### Work instruction
Copy nothing from the entries below except the lines from the one containing "index pip: (201, 128)" through the one containing "ring tip: (174, 209)", and copy those exactly.

(Per-instance keypoint data)

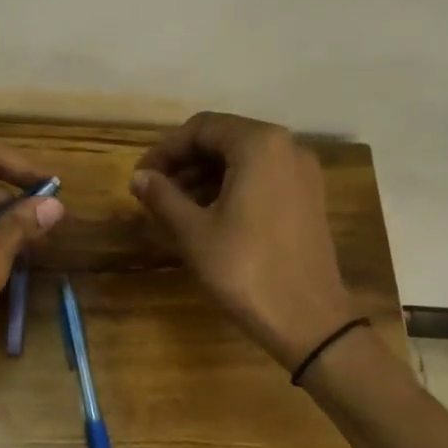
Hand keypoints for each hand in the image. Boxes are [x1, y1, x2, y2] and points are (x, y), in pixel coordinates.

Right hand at [130, 112, 359, 369]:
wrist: (308, 319)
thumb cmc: (244, 269)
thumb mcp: (193, 231)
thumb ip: (163, 196)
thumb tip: (139, 178)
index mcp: (259, 145)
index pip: (201, 128)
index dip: (165, 151)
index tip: (141, 178)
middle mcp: (287, 147)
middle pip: (223, 140)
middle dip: (184, 163)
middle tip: (154, 193)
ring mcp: (302, 173)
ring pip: (243, 161)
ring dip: (205, 177)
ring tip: (174, 209)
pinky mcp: (308, 199)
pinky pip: (262, 179)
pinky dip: (231, 189)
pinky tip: (207, 217)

### Solution to the problem
index pip: (201, 128)
index dip: (165, 151)
index tip: (141, 178)
middle mcp: (287, 147)
middle pip: (223, 140)
middle dip: (184, 163)
middle tip: (154, 193)
ring mcp: (302, 173)
ring pip: (243, 161)
ring dip: (205, 177)
ring tip: (174, 209)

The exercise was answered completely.